Jestem taka smutna. Jestem chora za smutku. Im więcej myśle, tym głębiej zapadam się w czarną dziórę.
Myslenie mnie wykańcza, sprawia mi ból (niemal fizyczny).
Cień, który utworzył się w mojej głowie przysłania mi wszelką radość. Nie ma już dobra, czułości, wiary, piękna................................
i... czegoś tam jeszcze. Brakóje w moim umyślę pozytywnych słów, nie znam ich.
Miłość, co to jest milłość? gdy jestem smutna nie czuje.
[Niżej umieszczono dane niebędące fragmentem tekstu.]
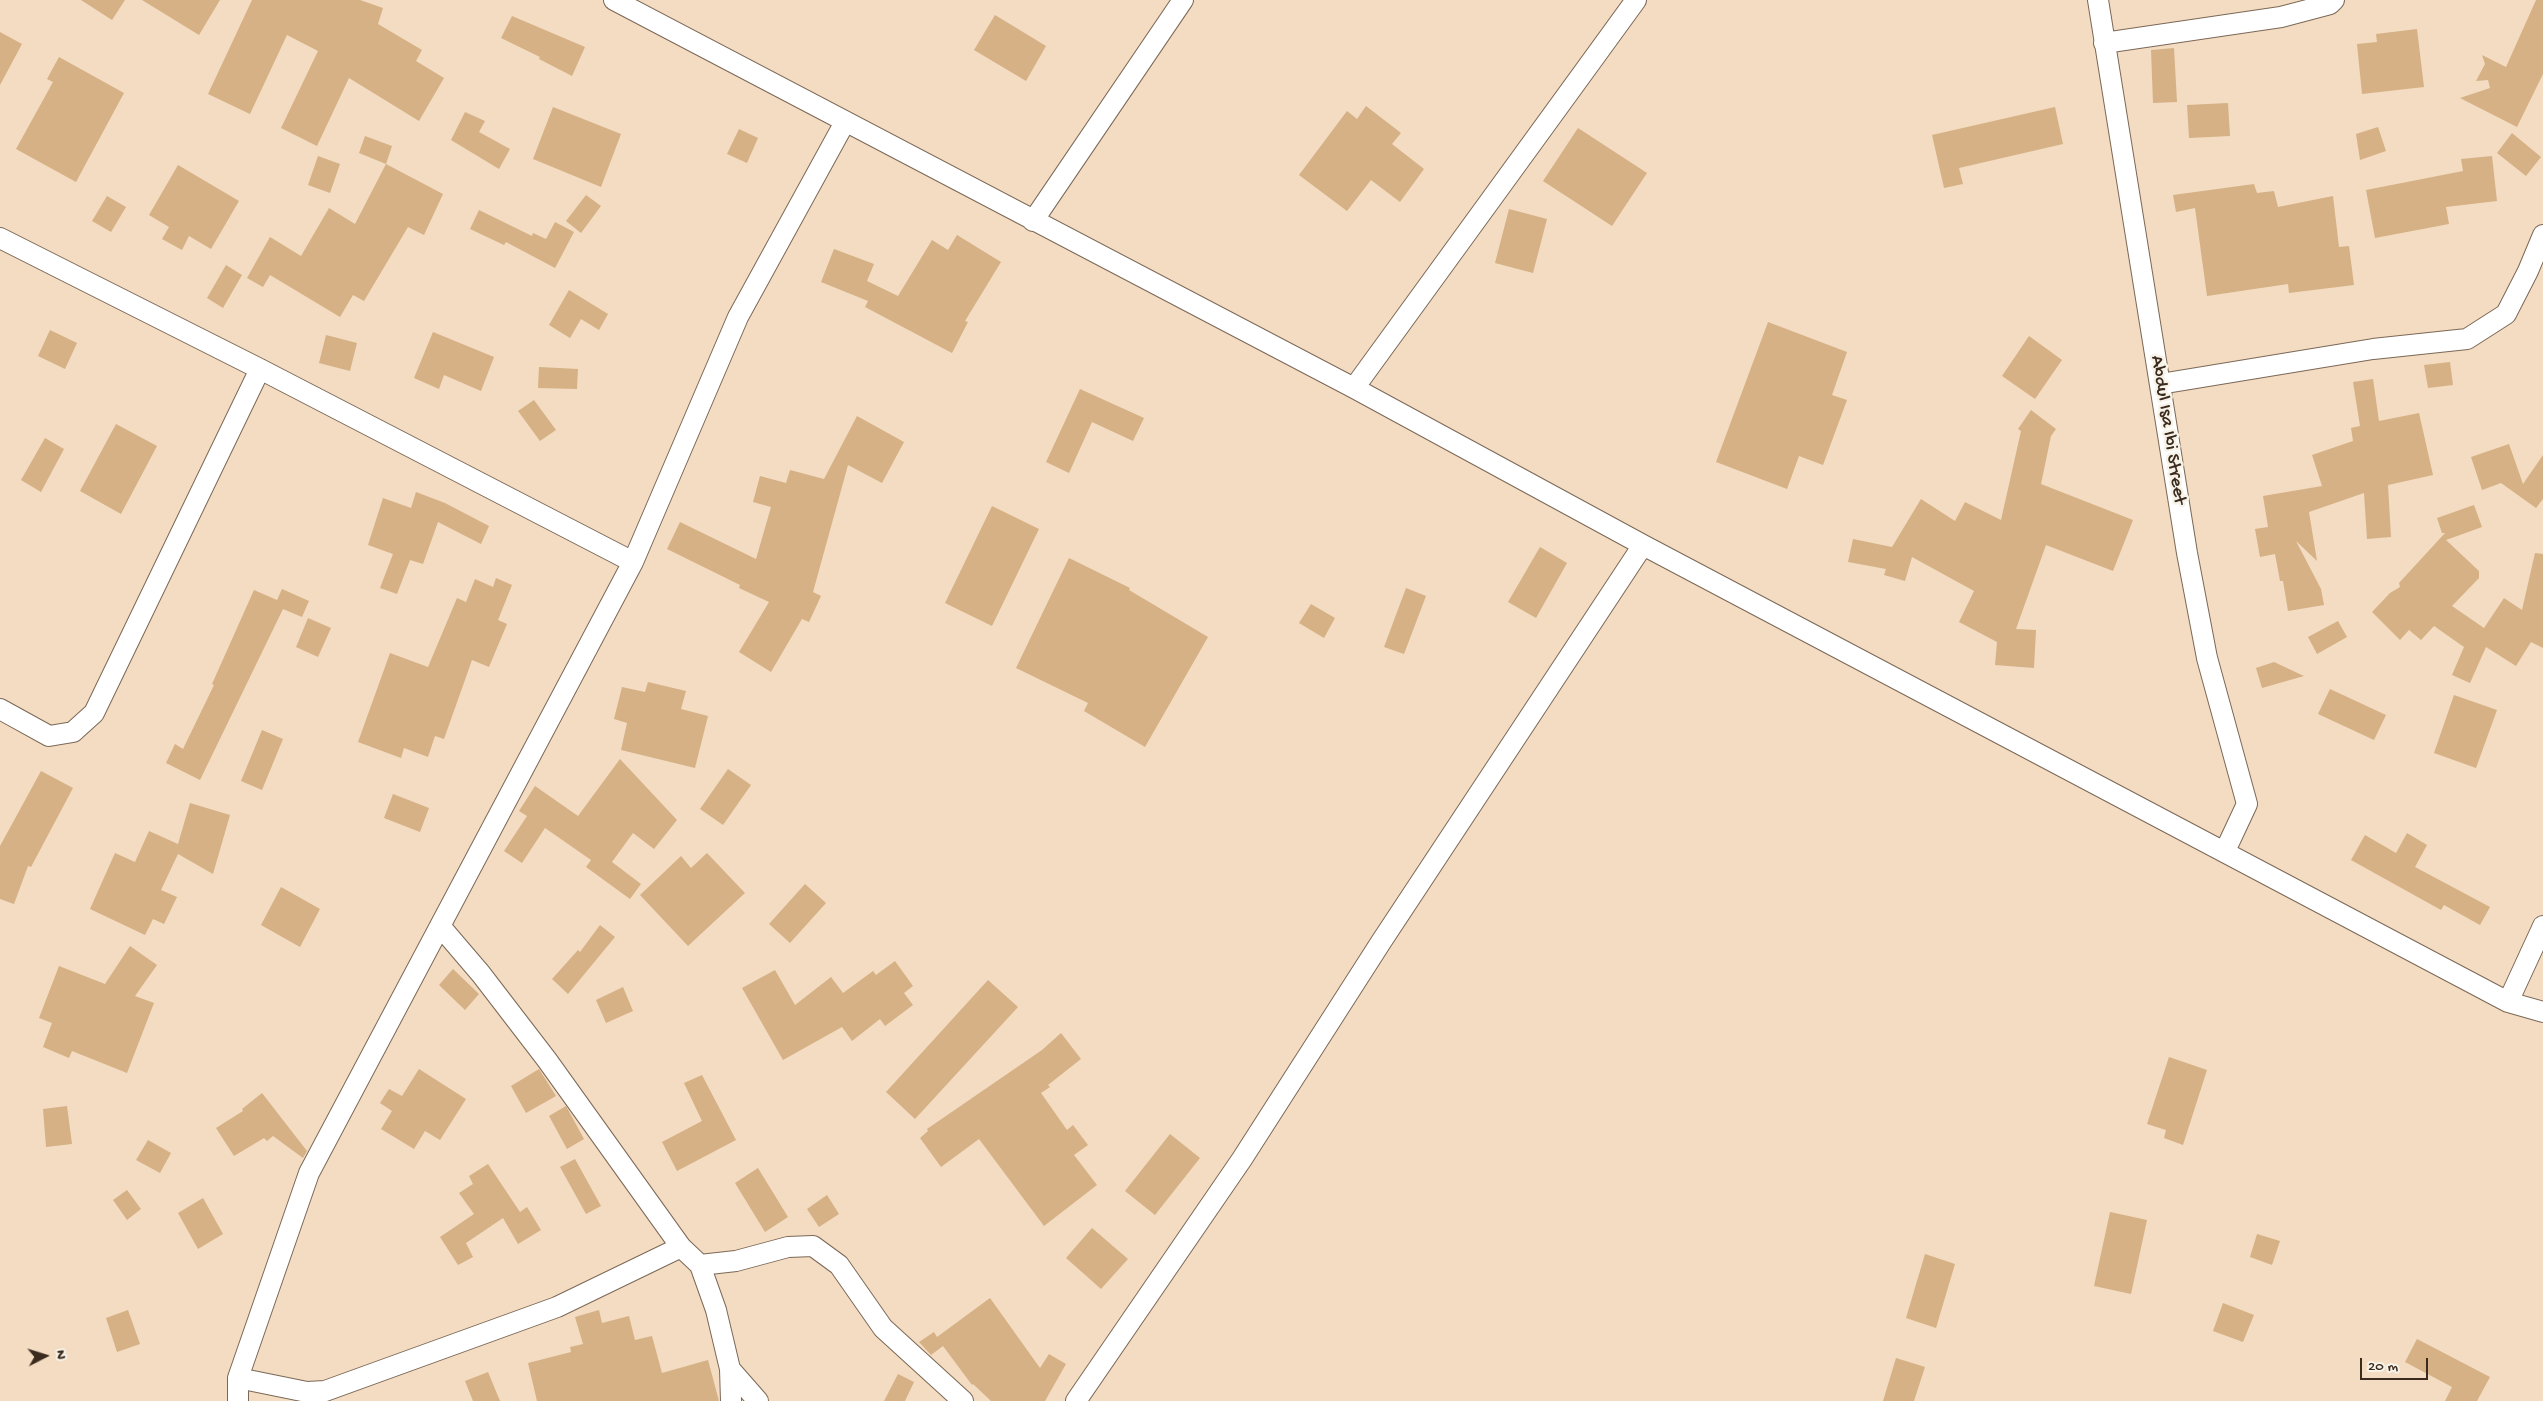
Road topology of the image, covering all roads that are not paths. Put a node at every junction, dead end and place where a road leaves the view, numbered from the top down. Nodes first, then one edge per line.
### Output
1 (614, 0) edge
2 (1183, 0) edge
3 (1636, 0) edge
4 (2098, 0) edge
5 (2334, 0) edge
6 (2104, 43) junction
7 (845, 122) junction
8 (1033, 221) junction
9 (2543, 235) edge
10 (0, 238) edge
11 (260, 369) junction
12 (2160, 384) junction
13 (1354, 388) junction
14 (1643, 545) junction
15 (633, 562) junction
16 (0, 709) edge
17 (2225, 852) junction
18 (440, 926) junction
19 (2543, 926) edge
20 (2508, 1002) junction
21 (2543, 1012) edge
22 (681, 1247) junction
23 (700, 1265) junction
24 (730, 1369) junction
25 (238, 1378) junction
26 (238, 1401) edge
27 (731, 1401) edge
28 (758, 1401) edge
29 (962, 1401) edge
30 (1076, 1401) edge

1 - 7 street
2 - 8 street
3 - 13 street
4 - 6 street, Abdul Isa Ibi Street
5 - 6 street
6 - 12 street, Abdul Isa Ibi Street
7 - 8 street
7 - 15 street
8 - 13 street
9 - 12 street
10 - 11 street
11 - 15 street
11 - 16 street
12 - 17 street, Abdul Isa Ibi Street
13 - 14 street
14 - 17 street
14 - 30 street
15 - 18 street
17 - 20 street
18 - 22 street
18 - 25 street
19 - 20 street
20 - 21 street
22 - 23 street
22 - 25 street
23 - 24 street
23 - 29 street
24 - 27 street
24 - 28 street
25 - 26 street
Został tylko smutek, przygnębienie, rozpacz, żal, cierpienie, melancholia, samotność...
Jestem taka samotna.
moi bliscy mnie nie znają, nie widzą mnie, nie wiedzą jaki cieżar uwiera me serce.
Moje serce pragnie wolności, chce żyć i kochać. Ale ja jestem za Słaba, nie potrafie mu już nic dać.
nie potrafię już być z innymi ludźmi, oni nic o mnie nie wiedzą. Myslą, że jestem stuknięta.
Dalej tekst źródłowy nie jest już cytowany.